Atypicality, Emotional Variability, and Cultural Success
Jonah Berger, University of Pennsylvania - the Wharton School
Why do some cultural items (e.g., songs and movies) succeed while others fail? While some have argued that success is random, we suggest that fit with individual-level psychological processes plays an important role. Two projects use natural language processing to test this possibility. · The first project tests whether the similarity between cultural items shapes their success. Natural language processing of thousands of songs examines the relationship between lyrical differentiation (i.e., atypicality) and popularity. Results indicate that the more different a song’s lyrics are from its genre, the more popular it becomes. This relationship is weaker in genres where lyrics matter less (i.e., dance) or where differentiation matters less (i.e., pop) and occurs for lyrical topics but not style. · The second project examines emotional variability.
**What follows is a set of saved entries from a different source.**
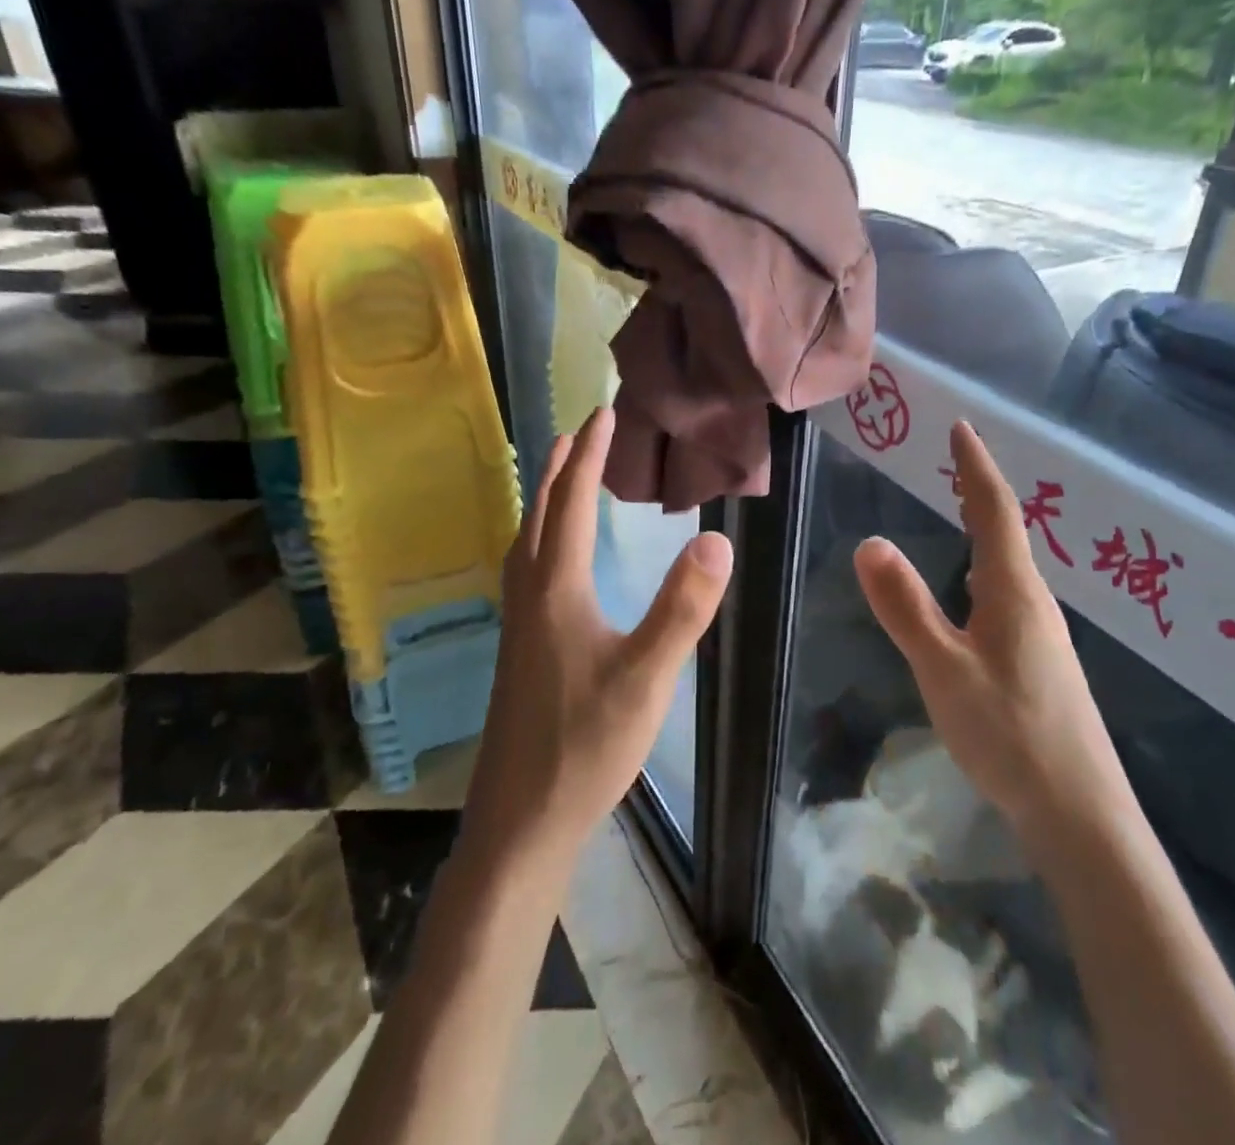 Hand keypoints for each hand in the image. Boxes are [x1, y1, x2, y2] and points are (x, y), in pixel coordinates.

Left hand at [461, 407, 732, 871]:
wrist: (521, 822)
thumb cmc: (585, 746)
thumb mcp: (646, 676)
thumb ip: (682, 608)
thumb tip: (716, 538)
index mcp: (556, 590)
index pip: (572, 504)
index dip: (590, 456)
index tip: (604, 414)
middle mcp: (529, 596)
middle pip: (540, 514)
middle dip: (562, 467)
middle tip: (581, 431)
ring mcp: (518, 626)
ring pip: (527, 543)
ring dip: (546, 501)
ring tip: (565, 478)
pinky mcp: (519, 651)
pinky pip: (527, 570)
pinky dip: (541, 539)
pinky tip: (555, 561)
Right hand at [854, 420, 1125, 827]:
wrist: (1081, 813)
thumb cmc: (1010, 733)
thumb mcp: (944, 668)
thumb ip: (906, 607)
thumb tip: (870, 542)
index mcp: (1013, 591)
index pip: (994, 510)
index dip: (975, 466)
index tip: (962, 427)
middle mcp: (1034, 602)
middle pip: (1006, 530)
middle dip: (979, 489)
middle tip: (954, 459)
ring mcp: (1041, 634)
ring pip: (1008, 565)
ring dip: (985, 527)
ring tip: (959, 510)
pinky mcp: (1039, 662)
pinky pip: (1007, 593)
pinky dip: (984, 566)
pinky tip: (972, 590) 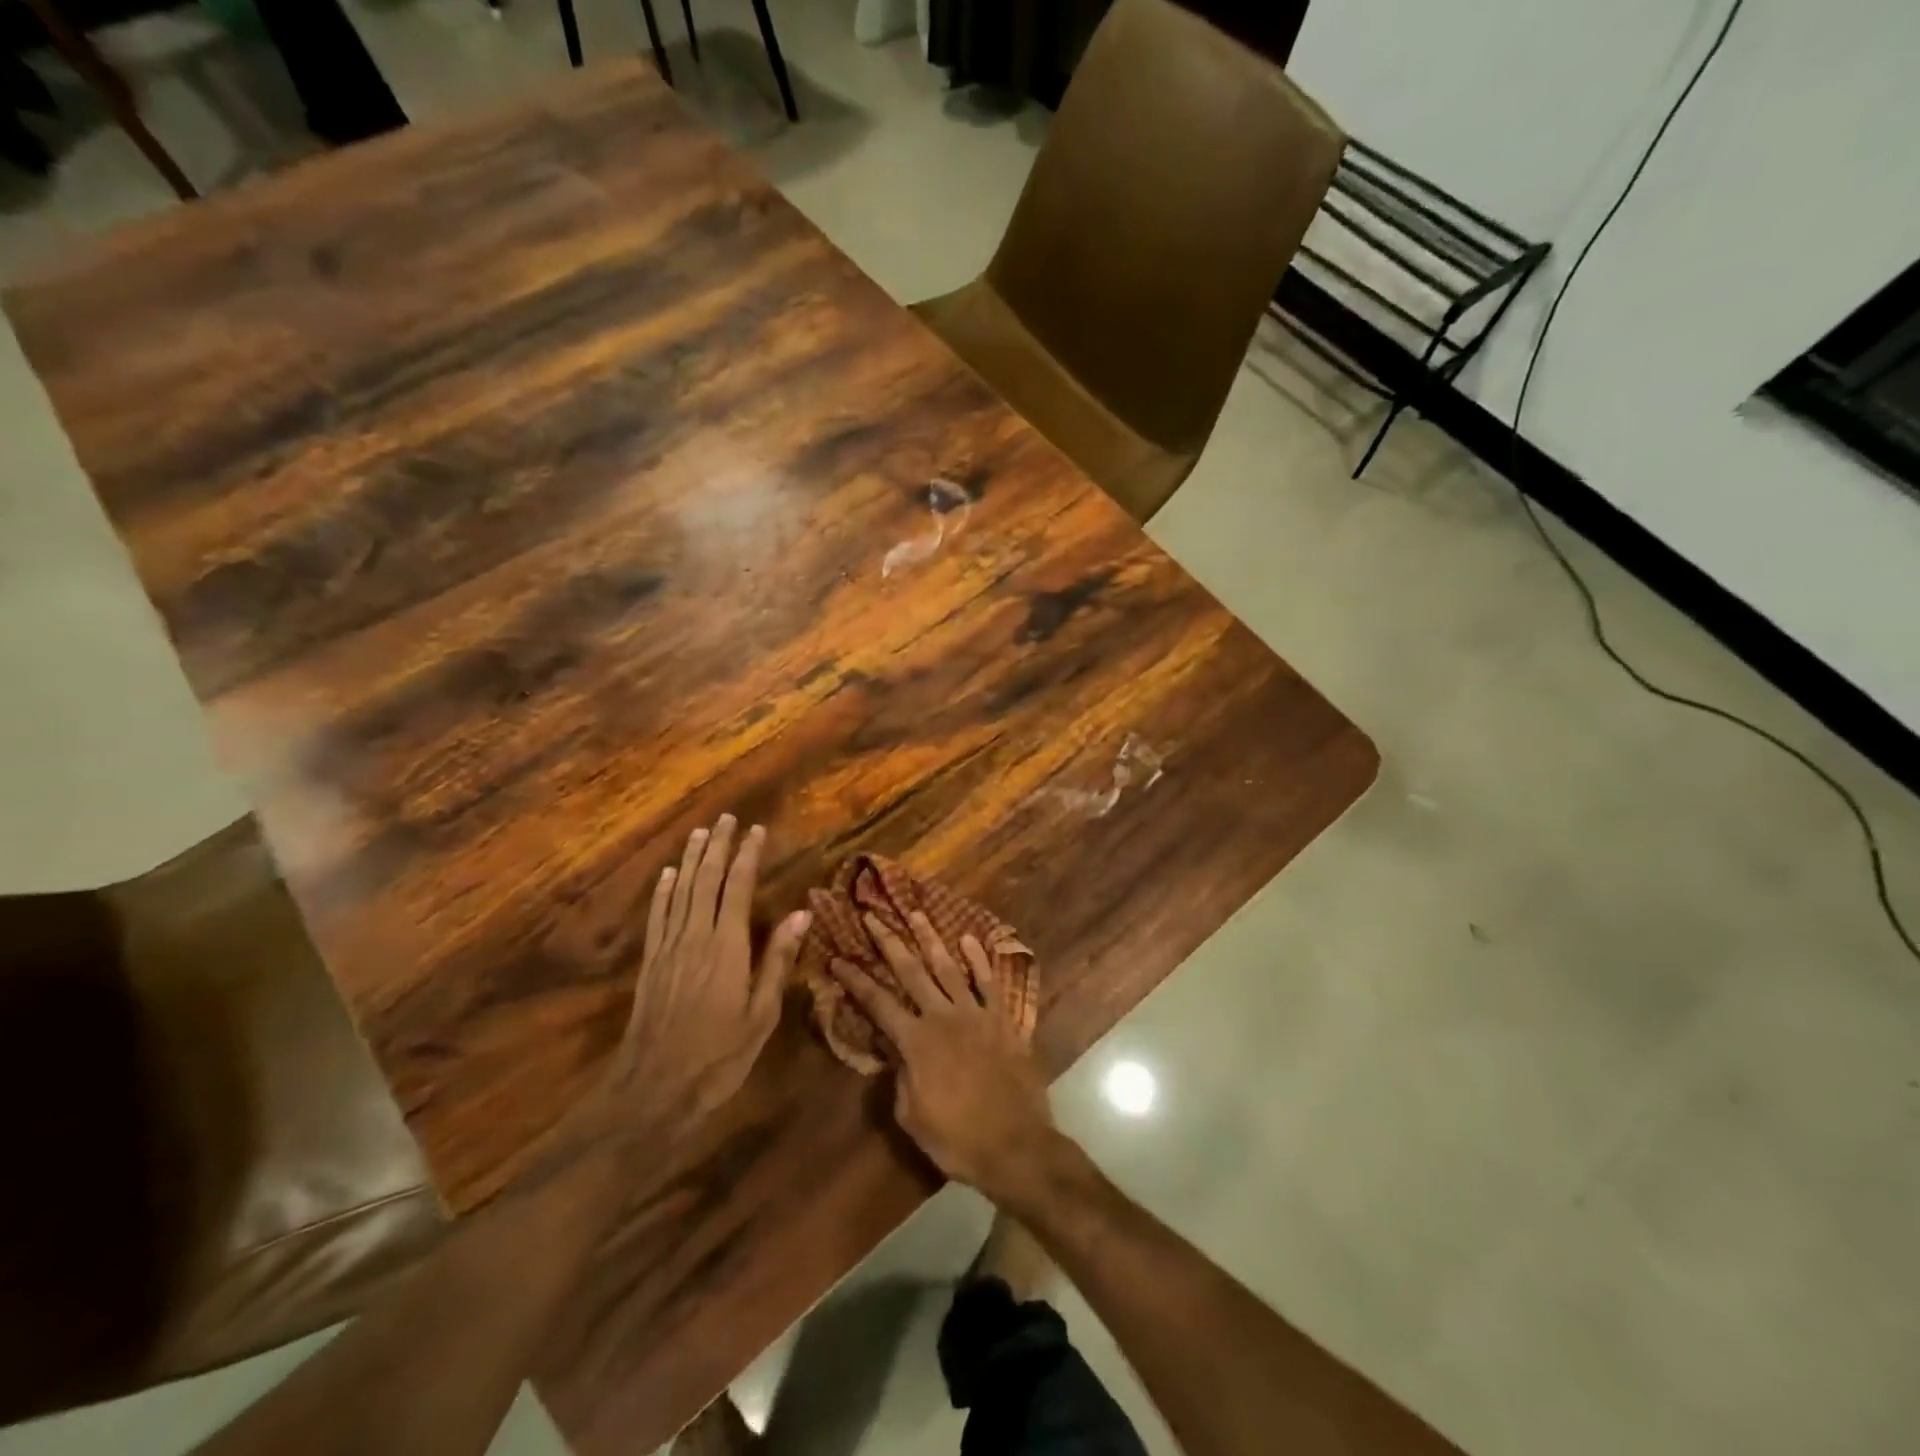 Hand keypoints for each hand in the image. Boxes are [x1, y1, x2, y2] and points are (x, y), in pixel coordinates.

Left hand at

We use textual analysis to plot the emotional trajectories of thousands of movies, and examine the link between emotional variability (i.e., short-term shifts in emotion) and success. Results indicate that more emotionally variable movies receive higher ratings, and this relationship is stronger in genres where uncertainty and surprise should be more desirable (e.g., thrillers and mysteries). Taken together, these two projects shed light on cultural dynamics, why things become popular, and the psychological foundations of culture more broadly.